According to Marth, HRQOL findings were generally comparable between the lenvatinib/pembrolizumab and chemotherapy arms, although the experimental combination elicited improvements in neuropathy and alopecia.
The median duration of treatment was 316.5 days (range, 1.0-1568.0) with lenvatinib plus pembrolizumab compared with 126.0 days (range, 1.0-554.0) in the chemotherapy arm. Additionally, 99.5% and 98.5% of patients from each respective arm experienced any-grade adverse effects (AEs), 97.9% and 96.8% had any treatment-related AE (TRAE), 71.7% and 40.9% experienced AEs leading to treatment interruption, and 47.4% and 19.5% had AEs resulting in treatment discontinuation.
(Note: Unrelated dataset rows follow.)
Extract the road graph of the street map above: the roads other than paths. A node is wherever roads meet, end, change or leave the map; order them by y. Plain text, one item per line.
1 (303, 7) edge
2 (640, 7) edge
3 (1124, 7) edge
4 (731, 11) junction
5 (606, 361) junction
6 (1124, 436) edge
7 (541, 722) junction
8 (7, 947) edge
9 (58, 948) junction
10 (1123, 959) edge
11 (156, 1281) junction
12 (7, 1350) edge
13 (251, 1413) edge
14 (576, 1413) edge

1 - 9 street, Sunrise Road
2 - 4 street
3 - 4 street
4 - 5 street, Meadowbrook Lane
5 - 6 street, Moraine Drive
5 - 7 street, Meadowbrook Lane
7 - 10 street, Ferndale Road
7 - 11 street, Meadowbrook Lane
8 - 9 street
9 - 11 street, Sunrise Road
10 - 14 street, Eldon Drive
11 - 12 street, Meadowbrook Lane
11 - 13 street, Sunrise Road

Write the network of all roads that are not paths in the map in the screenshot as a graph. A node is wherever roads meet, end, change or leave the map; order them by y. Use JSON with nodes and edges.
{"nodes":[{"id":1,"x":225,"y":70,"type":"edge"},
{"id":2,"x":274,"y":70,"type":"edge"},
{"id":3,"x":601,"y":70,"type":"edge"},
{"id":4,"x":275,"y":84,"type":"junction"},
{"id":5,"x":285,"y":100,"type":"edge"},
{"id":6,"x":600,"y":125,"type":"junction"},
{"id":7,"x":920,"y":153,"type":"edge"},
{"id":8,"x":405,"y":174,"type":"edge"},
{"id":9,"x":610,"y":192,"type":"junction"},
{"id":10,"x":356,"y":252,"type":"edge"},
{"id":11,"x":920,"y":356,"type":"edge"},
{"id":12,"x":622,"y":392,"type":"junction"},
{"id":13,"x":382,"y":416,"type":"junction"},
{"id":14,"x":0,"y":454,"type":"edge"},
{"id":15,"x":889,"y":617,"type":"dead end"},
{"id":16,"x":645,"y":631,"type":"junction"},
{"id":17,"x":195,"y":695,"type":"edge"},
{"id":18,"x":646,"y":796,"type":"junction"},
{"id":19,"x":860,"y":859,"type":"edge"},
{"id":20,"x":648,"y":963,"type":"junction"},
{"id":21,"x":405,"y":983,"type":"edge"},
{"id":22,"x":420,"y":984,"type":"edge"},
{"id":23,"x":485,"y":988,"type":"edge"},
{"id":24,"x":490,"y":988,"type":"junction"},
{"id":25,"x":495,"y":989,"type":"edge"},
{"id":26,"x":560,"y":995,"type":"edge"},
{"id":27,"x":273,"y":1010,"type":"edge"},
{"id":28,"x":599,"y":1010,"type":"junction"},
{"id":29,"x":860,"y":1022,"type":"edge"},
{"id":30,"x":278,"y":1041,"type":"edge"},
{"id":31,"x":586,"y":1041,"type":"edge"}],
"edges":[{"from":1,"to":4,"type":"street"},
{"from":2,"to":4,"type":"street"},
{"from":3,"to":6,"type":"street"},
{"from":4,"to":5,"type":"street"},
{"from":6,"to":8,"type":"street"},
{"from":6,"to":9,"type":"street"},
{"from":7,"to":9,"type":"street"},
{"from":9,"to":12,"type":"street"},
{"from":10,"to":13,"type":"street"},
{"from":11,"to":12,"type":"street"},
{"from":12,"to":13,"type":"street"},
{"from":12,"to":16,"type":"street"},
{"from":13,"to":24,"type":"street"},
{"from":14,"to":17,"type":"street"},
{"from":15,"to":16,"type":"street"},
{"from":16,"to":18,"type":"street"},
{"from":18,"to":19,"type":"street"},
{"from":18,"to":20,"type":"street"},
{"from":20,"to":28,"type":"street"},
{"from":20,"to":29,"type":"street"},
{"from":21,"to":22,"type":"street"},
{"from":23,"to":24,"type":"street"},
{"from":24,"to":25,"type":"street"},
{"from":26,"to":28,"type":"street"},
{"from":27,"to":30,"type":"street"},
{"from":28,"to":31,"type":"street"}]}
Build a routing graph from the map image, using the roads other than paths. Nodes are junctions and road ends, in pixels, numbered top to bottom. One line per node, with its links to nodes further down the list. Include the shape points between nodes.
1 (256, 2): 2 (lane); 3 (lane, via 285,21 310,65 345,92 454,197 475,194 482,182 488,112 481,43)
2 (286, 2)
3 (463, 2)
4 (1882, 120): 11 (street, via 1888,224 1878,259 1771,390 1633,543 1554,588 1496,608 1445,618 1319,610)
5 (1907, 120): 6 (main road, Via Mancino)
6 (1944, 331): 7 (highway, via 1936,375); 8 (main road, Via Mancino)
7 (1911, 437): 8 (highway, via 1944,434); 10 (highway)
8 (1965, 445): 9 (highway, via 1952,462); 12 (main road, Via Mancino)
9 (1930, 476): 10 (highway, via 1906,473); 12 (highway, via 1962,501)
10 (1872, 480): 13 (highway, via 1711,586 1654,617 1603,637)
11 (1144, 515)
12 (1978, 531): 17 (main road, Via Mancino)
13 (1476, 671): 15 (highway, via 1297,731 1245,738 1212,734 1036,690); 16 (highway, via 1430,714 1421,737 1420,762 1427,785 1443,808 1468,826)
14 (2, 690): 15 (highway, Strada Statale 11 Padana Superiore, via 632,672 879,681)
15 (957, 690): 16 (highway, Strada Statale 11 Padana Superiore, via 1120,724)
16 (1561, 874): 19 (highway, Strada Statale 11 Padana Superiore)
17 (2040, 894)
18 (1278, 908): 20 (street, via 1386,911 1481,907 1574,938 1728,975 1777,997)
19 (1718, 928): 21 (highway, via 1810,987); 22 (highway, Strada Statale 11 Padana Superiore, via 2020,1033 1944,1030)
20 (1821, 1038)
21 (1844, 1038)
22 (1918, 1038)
The most common any-grade TRAEs in the lenvatinib plus pembrolizumab arm included hypertension (62.6%), hypothyroidism (59.0%), and diarrhea (42.1%). In the chemotherapy arm, common TRAEs of any grade included alopecia (52.6%), anemia (48.2%), and nausea (40.1%). Any-grade AEs of special interest in the lenvatinib/pembrolizumab arm appeared to be comparable with prior reports of pembrolizumab monotherapy apart from increases in hypothyroidism (62.6%), hyperthyroidism (16.4%), and colitis (5.2%).
Reference
Marth C, Moore RG, Bidzinski M, et al. Lenvatinib Plus pembrolizumab versus chemotherapy as first-line therapy for advanced or recurrent endometrial cancer: primary results of the phase 3 ENGOT-En9/LEAP-001 study. Presented at: Society of Gynecologic Oncology 2024 Annual Meeting for Women’s Cancer; March 16-18, 2024; San Diego, CA.